**WHAT YOU SHOULD DO:** Word for word, restate the lines from the start of the data below through the line containing "solid #fff;border-radius:50%;box-shadow:0 2px".
---------- PROVIDED RECORDS ----------
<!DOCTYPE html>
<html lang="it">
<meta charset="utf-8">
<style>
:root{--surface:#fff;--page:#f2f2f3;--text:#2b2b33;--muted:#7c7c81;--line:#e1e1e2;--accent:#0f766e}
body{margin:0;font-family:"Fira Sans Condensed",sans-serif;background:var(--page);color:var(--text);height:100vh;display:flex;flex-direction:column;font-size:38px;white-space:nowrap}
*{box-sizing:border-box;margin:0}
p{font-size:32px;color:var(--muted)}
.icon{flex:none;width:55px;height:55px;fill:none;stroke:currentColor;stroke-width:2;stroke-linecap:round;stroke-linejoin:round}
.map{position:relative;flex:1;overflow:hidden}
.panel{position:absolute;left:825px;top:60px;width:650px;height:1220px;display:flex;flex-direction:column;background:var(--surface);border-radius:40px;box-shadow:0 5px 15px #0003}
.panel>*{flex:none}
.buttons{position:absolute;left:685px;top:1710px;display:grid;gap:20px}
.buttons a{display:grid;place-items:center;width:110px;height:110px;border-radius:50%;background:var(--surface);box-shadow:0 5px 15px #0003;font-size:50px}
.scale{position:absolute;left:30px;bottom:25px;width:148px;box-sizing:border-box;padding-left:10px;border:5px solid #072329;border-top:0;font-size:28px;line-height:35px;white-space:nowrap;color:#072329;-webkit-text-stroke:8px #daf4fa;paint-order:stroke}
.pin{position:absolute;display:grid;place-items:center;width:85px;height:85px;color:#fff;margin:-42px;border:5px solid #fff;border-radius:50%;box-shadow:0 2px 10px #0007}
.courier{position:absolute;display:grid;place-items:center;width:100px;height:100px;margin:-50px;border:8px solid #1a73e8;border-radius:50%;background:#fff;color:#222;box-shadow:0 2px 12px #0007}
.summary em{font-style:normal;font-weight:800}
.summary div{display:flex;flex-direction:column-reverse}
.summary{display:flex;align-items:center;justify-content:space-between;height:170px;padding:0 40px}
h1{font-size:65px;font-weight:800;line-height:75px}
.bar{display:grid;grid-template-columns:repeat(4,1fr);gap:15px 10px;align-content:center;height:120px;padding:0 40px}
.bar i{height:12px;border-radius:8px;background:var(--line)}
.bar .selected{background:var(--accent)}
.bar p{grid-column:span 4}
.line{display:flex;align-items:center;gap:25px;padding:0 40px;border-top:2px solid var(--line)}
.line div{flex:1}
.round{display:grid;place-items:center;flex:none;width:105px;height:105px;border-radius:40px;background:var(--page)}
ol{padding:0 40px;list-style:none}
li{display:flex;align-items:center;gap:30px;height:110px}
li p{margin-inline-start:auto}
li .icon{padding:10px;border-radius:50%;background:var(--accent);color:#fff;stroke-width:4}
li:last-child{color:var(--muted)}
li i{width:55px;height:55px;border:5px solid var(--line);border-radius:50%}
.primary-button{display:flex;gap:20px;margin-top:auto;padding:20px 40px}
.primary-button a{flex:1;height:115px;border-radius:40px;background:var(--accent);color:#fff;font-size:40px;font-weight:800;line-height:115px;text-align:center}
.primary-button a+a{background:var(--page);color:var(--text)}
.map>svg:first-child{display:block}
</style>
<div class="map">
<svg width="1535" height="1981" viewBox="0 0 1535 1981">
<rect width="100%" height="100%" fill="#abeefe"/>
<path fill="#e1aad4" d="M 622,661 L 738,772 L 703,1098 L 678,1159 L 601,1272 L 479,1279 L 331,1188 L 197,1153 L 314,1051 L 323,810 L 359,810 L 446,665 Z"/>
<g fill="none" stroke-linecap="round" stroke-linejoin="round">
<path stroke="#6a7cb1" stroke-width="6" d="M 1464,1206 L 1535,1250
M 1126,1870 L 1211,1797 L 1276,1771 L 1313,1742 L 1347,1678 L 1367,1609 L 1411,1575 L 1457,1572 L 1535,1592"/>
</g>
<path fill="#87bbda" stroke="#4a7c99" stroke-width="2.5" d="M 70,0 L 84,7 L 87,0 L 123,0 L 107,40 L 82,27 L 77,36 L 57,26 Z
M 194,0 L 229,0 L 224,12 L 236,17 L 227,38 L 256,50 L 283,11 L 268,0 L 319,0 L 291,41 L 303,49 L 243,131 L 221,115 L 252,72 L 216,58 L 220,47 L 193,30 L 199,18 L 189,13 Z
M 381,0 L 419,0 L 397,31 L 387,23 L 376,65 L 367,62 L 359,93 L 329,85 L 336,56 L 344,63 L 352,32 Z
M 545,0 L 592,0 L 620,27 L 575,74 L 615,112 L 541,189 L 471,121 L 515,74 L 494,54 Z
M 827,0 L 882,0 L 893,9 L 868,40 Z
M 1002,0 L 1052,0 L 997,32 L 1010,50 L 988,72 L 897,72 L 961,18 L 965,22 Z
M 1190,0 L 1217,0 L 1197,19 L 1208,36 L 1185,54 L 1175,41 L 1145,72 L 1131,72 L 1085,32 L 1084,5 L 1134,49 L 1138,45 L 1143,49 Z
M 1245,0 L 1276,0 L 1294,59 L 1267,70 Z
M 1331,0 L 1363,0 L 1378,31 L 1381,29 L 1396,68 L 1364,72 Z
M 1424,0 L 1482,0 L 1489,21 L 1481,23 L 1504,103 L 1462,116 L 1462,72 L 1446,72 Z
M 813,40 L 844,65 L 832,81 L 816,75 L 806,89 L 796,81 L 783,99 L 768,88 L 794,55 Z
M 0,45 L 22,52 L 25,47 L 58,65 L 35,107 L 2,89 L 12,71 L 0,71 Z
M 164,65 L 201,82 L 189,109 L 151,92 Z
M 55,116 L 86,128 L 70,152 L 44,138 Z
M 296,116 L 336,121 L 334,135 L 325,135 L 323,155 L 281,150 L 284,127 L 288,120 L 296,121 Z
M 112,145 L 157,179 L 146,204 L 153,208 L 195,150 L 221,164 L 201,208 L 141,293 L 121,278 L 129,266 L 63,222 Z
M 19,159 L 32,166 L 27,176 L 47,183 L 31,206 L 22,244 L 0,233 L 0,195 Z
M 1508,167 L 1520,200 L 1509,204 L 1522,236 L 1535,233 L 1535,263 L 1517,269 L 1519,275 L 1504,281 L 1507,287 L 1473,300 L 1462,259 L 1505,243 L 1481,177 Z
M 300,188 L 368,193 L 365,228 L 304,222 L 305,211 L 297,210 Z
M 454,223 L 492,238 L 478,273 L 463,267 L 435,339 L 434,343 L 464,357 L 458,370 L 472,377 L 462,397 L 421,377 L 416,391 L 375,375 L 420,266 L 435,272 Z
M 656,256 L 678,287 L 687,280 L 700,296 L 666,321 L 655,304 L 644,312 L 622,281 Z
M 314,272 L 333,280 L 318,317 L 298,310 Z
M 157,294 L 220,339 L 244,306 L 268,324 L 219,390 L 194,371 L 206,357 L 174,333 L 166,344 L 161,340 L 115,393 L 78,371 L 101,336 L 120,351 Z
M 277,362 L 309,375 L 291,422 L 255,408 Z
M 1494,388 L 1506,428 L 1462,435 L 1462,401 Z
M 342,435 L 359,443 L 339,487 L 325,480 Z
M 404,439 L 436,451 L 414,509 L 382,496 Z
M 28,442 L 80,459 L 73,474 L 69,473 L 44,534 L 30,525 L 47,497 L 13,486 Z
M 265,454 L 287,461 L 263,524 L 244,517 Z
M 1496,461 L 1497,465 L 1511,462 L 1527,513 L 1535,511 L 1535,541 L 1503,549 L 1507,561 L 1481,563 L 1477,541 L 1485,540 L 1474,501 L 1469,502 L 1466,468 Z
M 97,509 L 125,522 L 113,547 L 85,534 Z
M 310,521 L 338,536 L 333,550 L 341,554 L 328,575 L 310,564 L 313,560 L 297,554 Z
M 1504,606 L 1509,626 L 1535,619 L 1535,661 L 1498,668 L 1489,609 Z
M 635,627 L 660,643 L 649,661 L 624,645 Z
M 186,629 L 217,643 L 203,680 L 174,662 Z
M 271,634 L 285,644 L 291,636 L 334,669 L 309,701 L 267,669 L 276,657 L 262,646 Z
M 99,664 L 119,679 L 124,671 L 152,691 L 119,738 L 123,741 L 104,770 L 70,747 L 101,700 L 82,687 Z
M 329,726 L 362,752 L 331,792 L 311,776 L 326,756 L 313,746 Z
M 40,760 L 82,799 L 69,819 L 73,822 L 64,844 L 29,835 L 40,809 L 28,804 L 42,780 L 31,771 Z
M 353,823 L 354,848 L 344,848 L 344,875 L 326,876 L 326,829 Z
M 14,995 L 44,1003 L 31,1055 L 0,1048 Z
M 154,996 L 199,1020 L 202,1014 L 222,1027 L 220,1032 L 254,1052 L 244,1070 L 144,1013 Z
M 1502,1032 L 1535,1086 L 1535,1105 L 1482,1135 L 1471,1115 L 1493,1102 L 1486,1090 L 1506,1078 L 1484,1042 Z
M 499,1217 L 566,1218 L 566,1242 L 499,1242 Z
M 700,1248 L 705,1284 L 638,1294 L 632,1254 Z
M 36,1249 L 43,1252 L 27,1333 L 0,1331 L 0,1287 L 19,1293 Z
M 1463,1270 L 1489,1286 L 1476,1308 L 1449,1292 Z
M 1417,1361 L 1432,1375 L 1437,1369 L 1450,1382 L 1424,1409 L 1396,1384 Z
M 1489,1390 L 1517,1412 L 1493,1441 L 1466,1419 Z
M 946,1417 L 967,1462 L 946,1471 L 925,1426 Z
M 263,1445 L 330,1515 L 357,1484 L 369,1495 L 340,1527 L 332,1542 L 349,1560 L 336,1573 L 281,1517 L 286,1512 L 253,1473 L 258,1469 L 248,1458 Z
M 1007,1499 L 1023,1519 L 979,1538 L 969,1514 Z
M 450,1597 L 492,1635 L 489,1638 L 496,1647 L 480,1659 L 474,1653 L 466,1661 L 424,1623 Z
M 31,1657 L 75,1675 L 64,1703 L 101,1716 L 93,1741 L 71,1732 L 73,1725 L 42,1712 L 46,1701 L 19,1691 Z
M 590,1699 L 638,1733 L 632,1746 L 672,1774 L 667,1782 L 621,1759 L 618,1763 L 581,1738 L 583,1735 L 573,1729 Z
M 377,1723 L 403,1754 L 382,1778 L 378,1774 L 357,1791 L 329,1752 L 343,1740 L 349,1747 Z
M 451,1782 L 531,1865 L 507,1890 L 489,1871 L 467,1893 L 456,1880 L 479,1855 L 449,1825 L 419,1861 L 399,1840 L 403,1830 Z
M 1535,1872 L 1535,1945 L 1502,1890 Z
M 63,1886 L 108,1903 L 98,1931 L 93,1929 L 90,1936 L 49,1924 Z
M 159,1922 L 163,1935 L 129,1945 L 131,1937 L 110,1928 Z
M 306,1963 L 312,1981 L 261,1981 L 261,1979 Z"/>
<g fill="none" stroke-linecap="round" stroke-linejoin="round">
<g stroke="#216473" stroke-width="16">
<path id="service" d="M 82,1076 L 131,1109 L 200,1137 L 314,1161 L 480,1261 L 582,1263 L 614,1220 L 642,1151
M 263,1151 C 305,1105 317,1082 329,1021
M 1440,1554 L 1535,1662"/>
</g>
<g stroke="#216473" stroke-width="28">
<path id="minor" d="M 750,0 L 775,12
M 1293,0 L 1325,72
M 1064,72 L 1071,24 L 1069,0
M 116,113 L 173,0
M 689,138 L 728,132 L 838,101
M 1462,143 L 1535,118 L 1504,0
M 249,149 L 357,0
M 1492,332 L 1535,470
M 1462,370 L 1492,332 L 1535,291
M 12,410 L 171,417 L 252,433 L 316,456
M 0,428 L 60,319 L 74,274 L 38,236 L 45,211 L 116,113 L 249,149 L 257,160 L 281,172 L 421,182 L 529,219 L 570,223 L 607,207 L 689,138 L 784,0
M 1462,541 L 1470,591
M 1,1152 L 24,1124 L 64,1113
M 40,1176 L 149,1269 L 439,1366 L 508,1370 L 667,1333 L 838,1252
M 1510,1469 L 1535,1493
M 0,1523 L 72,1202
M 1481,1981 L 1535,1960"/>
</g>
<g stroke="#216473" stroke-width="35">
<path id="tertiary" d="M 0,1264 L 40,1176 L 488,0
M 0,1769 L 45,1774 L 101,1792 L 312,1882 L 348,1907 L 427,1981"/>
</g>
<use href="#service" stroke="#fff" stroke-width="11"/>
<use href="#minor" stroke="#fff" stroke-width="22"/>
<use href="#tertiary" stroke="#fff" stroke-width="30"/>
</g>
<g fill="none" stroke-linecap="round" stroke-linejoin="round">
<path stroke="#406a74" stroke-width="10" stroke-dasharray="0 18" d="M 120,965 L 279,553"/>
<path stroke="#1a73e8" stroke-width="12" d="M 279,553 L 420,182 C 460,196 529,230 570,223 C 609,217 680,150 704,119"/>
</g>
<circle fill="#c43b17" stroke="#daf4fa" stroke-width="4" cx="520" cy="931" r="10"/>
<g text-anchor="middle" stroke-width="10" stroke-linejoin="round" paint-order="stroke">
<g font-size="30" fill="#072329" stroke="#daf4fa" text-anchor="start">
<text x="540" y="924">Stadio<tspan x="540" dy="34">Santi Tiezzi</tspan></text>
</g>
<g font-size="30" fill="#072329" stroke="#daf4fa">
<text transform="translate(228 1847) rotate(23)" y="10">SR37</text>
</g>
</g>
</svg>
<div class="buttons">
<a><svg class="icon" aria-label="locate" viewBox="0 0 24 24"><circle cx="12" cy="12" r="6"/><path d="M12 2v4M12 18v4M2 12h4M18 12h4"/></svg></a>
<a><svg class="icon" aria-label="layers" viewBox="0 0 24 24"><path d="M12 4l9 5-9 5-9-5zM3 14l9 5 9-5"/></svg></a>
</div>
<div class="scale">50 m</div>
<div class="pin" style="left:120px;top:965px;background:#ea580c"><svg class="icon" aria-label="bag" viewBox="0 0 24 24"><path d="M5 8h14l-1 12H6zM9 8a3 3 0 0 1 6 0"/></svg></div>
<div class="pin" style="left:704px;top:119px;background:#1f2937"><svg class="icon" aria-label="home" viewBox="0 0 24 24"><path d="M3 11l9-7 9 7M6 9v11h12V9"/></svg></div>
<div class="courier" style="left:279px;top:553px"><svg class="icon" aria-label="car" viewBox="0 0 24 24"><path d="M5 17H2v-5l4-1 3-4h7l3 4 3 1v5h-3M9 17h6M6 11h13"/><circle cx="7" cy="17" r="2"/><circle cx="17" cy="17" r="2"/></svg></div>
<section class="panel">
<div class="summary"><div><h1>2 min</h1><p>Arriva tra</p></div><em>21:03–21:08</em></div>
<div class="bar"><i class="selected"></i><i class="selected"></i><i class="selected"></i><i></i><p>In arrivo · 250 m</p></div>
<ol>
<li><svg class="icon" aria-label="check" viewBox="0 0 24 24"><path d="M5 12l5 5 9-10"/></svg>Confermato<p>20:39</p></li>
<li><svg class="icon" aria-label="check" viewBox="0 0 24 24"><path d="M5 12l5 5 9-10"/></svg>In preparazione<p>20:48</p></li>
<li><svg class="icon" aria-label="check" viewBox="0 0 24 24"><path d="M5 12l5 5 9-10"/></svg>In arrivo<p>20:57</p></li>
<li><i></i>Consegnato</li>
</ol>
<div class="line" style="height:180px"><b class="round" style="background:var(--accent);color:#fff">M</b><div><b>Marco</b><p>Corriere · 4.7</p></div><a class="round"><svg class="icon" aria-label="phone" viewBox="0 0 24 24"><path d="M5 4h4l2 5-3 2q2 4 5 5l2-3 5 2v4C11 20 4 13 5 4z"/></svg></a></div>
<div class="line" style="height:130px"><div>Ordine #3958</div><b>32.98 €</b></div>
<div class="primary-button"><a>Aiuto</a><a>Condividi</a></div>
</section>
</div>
----------
**TASK SOLUTION:**
<!DOCTYPE html>
<html lang="it">
<meta charset="utf-8">
<style>
:root{--surface:#fff;--page:#f2f2f3;--text:#2b2b33;--muted:#7c7c81;--line:#e1e1e2;--accent:#0f766e}
body{margin:0;font-family:"Fira Sans Condensed",sans-serif;background:var(--page);color:var(--text);height:100vh;display:flex;flex-direction:column;font-size:38px;white-space:nowrap}
*{box-sizing:border-box;margin:0}
p{font-size:32px;color:var(--muted)}
.icon{flex:none;width:55px;height:55px;fill:none;stroke:currentColor;stroke-width:2;stroke-linecap:round;stroke-linejoin:round}
.map{position:relative;flex:1;overflow:hidden}
.panel{position:absolute;left:825px;top:60px;width:650px;height:1220px;display:flex;flex-direction:column;background:var(--surface);border-radius:40px;box-shadow:0 5px 15px #0003}
.panel>*{flex:none}
.buttons{position:absolute;left:685px;top:1710px;display:grid;gap:20px}
.buttons a{display:grid;place-items:center;width:110px;height:110px;border-radius:50%;background:var(--surface);box-shadow:0 5px 15px #0003;font-size:50px}
.scale{position:absolute;left:30px;bottom:25px;width:148px;box-sizing:border-box;padding-left:10px;border:5px solid #072329;border-top:0;font-size:28px;line-height:35px;white-space:nowrap;color:#072329;-webkit-text-stroke:8px #daf4fa;paint-order:stroke}
.pin{position:absolute;display:grid;place-items:center;width:85px;height:85px;color:#fff;margin:-42px;border:5px solid #fff;border-radius:50%;box-shadow:0 2px 10px #0007}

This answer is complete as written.